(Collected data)
- - - - -
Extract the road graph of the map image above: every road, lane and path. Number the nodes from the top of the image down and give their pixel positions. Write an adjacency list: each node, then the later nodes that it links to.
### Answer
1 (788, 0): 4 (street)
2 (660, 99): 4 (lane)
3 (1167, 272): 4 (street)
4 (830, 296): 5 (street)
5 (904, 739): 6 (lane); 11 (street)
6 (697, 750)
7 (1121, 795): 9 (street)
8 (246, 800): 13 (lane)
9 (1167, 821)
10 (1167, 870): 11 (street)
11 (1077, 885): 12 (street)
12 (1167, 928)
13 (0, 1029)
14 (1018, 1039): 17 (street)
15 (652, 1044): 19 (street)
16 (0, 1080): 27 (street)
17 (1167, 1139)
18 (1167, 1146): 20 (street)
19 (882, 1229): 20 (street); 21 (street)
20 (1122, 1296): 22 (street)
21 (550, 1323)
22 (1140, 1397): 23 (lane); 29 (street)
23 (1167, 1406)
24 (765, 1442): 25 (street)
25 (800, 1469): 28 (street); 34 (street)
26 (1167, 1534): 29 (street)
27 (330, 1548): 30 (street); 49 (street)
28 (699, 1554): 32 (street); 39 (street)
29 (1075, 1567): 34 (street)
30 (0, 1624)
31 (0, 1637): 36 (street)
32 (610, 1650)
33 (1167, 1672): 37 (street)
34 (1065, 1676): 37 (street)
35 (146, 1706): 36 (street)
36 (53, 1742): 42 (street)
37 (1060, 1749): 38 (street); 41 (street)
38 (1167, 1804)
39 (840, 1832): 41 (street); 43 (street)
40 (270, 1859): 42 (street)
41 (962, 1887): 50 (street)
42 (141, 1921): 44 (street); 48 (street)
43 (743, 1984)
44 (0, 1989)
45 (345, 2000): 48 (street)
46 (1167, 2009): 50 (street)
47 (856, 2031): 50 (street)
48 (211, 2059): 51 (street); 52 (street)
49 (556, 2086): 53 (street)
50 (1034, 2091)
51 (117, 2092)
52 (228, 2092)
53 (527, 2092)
- - - - -
*ASSIGNMENT*
Every line above should be output exactly as it stands.

*RESPONSE BELOW*
Extract the road graph of the map image above: every road, lane and path. Number the nodes from the top of the image down and give their pixel positions. Write an adjacency list: each node, then the later nodes that it links to.
### Answer
1 (788, 0): 4 (street)
2 (660, 99): 4 (lane)
3 (1167, 272): 4 (street)
4 (830, 296): 5 (street)
5 (904, 739): 6 (lane); 11 (street)
6 (697, 750)
7 (1121, 795): 9 (street)
8 (246, 800): 13 (lane)
9 (1167, 821)
10 (1167, 870): 11 (street)
11 (1077, 885): 12 (street)
12 (1167, 928)
13 (0, 1029)
14 (1018, 1039): 17 (street)
15 (652, 1044): 19 (street)
16 (0, 1080): 27 (street)
17 (1167, 1139)
18 (1167, 1146): 20 (street)
19 (882, 1229): 20 (street); 21 (street)
20 (1122, 1296): 22 (street)
21 (550, 1323)
22 (1140, 1397): 23 (lane); 29 (street)
23 (1167, 1406)
24 (765, 1442): 25 (street)
25 (800, 1469): 28 (street); 34 (street)
26 (1167, 1534): 29 (street)
27 (330, 1548): 30 (street); 49 (street)
28 (699, 1554): 32 (street); 39 (street)
29 (1075, 1567): 34 (street)
30 (0, 1624)
31 (0, 1637): 36 (street)
32 (610, 1650)
33 (1167, 1672): 37 (street)
34 (1065, 1676): 37 (street)
35 (146, 1706): 36 (street)
36 (53, 1742): 42 (street)
37 (1060, 1749): 38 (street); 41 (street)
38 (1167, 1804)
39 (840, 1832): 41 (street); 43 (street)
40 (270, 1859): 42 (street)
41 (962, 1887): 50 (street)
42 (141, 1921): 44 (street); 48 (street)
43 (743, 1984)
44 (0, 1989)
45 (345, 2000): 48 (street)
46 (1167, 2009): 50 (street)
47 (856, 2031): 50 (street)
48 (211, 2059): 51 (street); 52 (street)
49 (556, 2086): 53 (street)
50 (1034, 2091)
51 (117, 2092)
52 (228, 2092)
53 (527, 2092)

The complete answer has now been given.